Doing this every night made us wake up feeling more disconnected and less satisfied with each other, which created more tension and negativity in our daily relationship.
How has banning technology in the bedroom impacted my sex live?
It has made a massive positive difference. We are more active, but also when we want to have sex it happens more naturally. More quality as well as more quantity.
This has happened because without technology in the bedroom, me and my husband are connected in the traditional sense more than before.We give each other our full attention, instead of our devices.
We are present in the moment, with our feelings.We talk, we're relaxed, we have no distractions, we have made that time only for the two of us, so we feel like the most important thing to each other.
And that creates a nice environment for us to be in the mood, and for sex to be more likely to happen.But it's not just about sex on its own.
Sex is the result of being more connected emotionally and mentally, with yourself and with your partner. Being more relaxed in yourself. Feeling more intimate, and physical intimacy normally comes after emotional intimacy.

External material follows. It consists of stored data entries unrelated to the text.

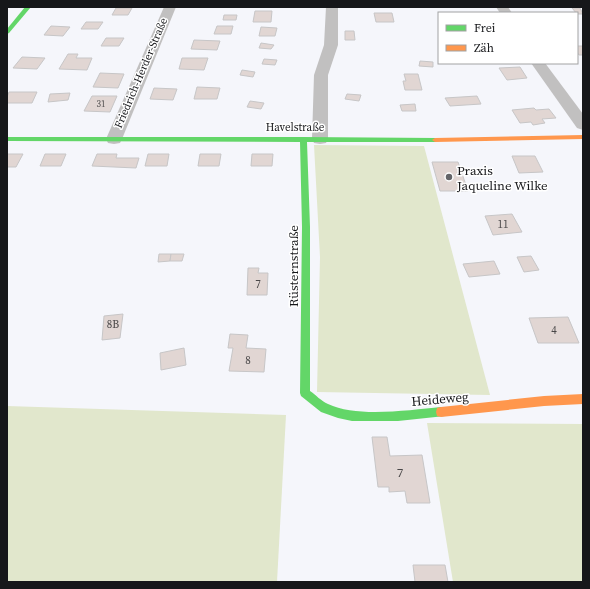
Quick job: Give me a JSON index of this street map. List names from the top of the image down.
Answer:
{
  "streets": {
    "street": [
      "Friedrich-Herder-Straße",
      "Havelstraße",
      "Rüsternstraße",
      "Heideweg"
    ]
  },
  "crossings": [
    ["Friedrich-Herder-Straße", "Havelstraße"],
    ["Havelstraße", "Rüsternstraße"],
    ["Rüsternstraße", "Heideweg"]
  ],
  "places": ["Praxis Jaqueline Wilke"],
  "house_numbers": [
    "31",
    "11",
    "7",
    "8B",
    "4",
    "8",
    "7"
  ],
  "legend": ["Frei", "Zäh"]
}
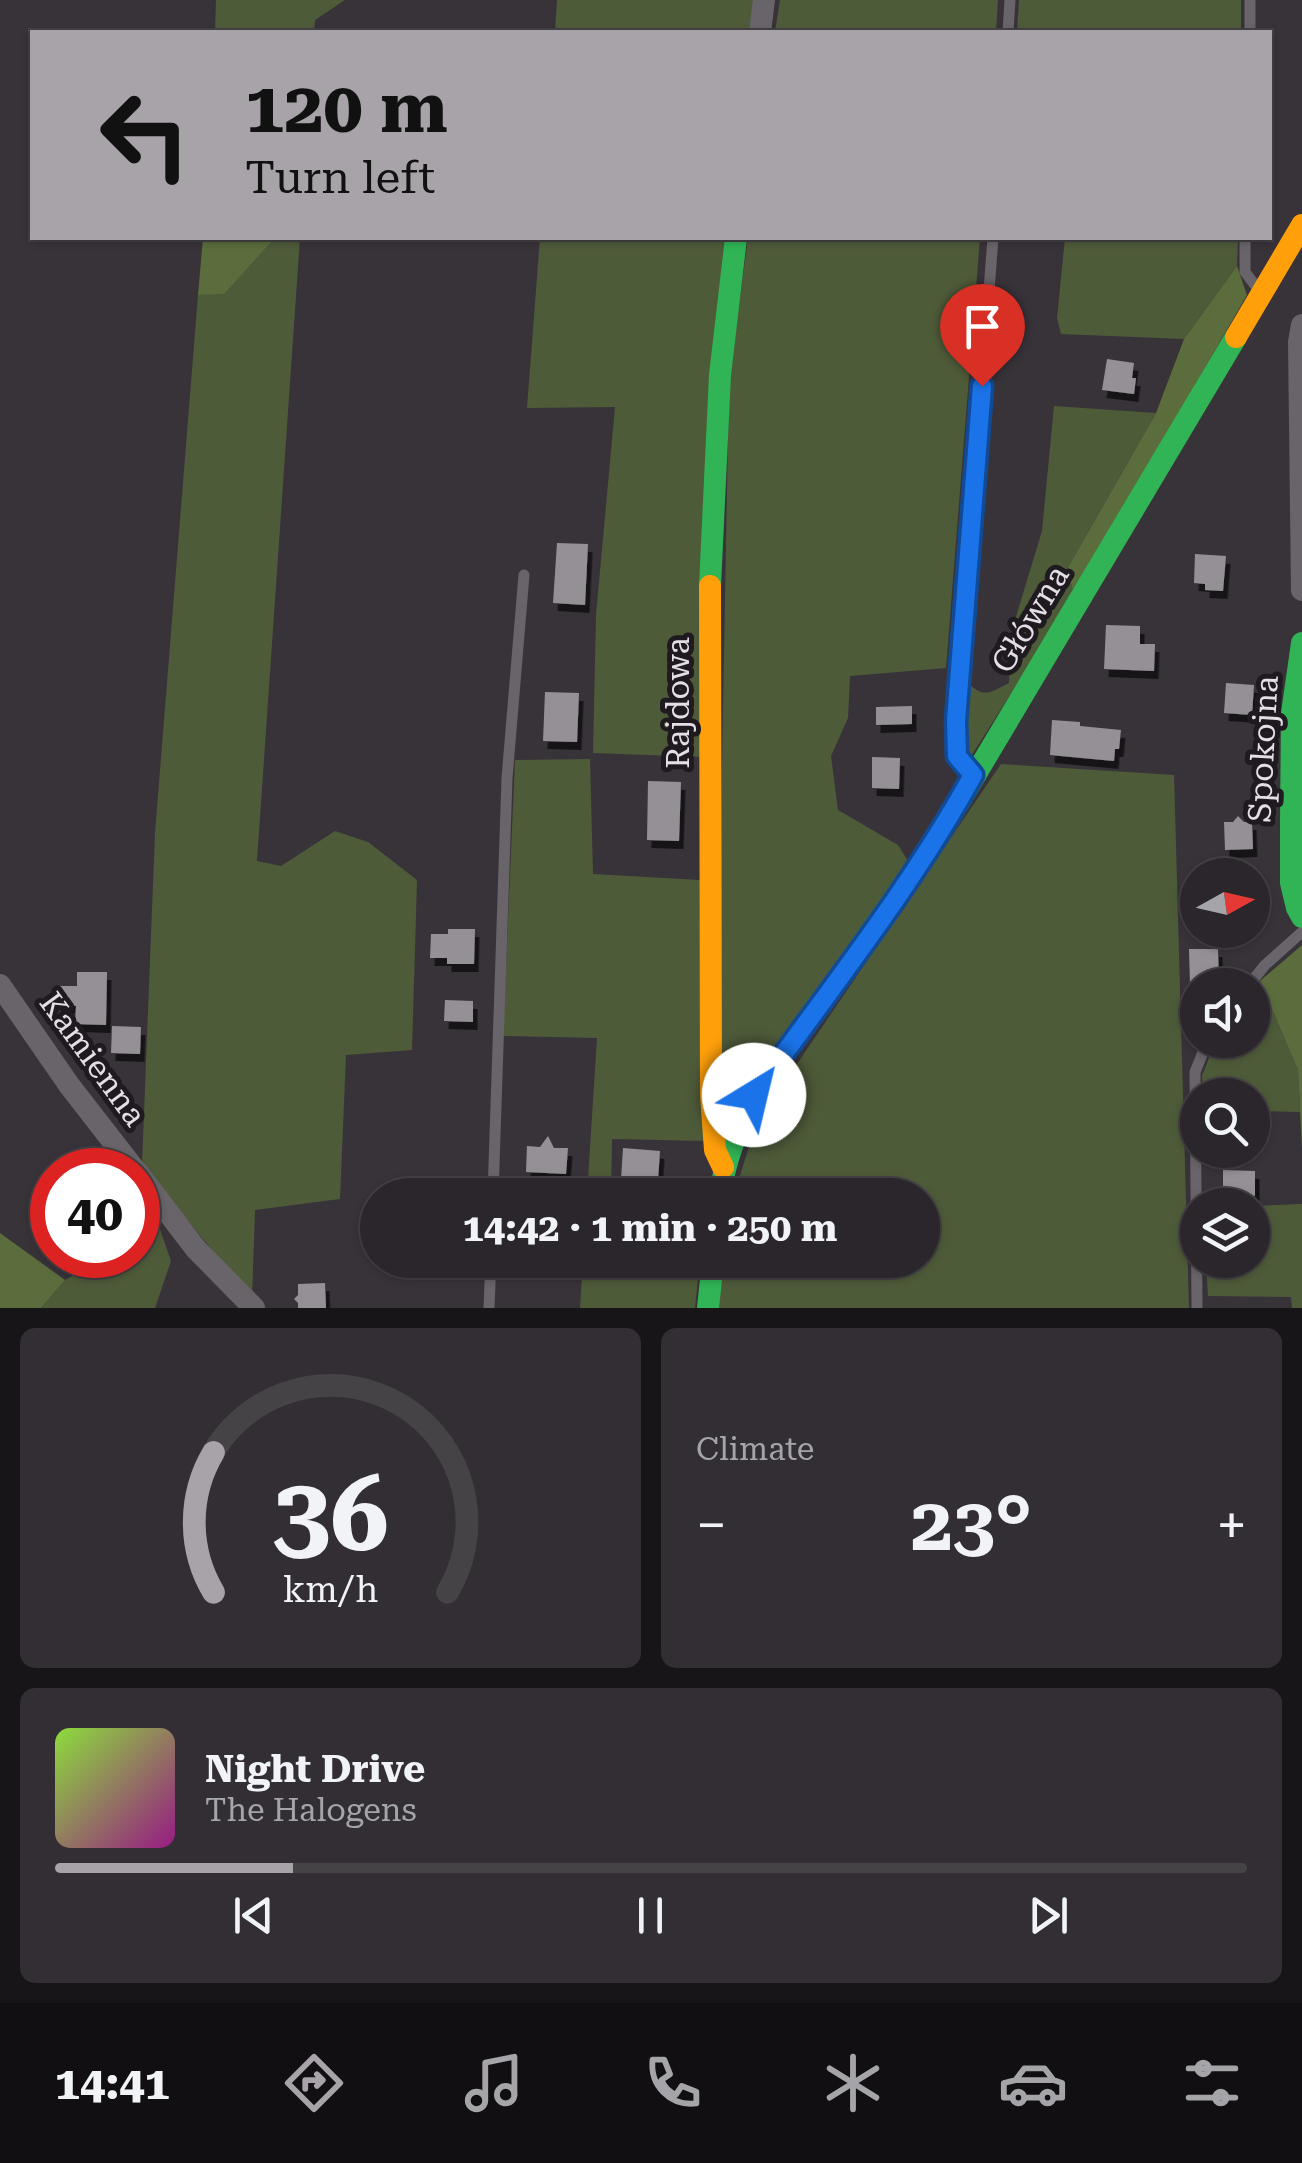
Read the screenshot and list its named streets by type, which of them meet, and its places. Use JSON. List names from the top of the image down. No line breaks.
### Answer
{"streets":{"street":["Główna","Rajdowa","Spokojna","Kamienna"]},"crossings":[["Główna","Rajdowa"]],"north":"right","page":{"turn":["120 m","Turn left"],"limit":"40","trip":"14:42 · 1 min · 250 m","tile":"Climate","heat":["−","23°","+"],"song":["Night Drive","The Halogens"],"tabs":"14:41","gauge":["36","km/h"]}}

Why did I give up technology?
My husband and I went through a period last year when were arguing more, about lots of little things, and he complained many times that our sex life was important to our general relationship, and that it wasn't in a healthy place.
We talked about how sex doesn’t just happen, especially when you've been together many years and you have busy lives with your mind full of kids and work stresses. It needs other non-sexual things to be happening in the relationship.
We looked at how we could reconnect in a non-sexual way, feel more intimate with each other, spend quality time together, actually focused on only each other, and the obvious place to start making improvements was what we were doing in the bedroom (which is the only guaranteed time of the day that it's just the two of us!)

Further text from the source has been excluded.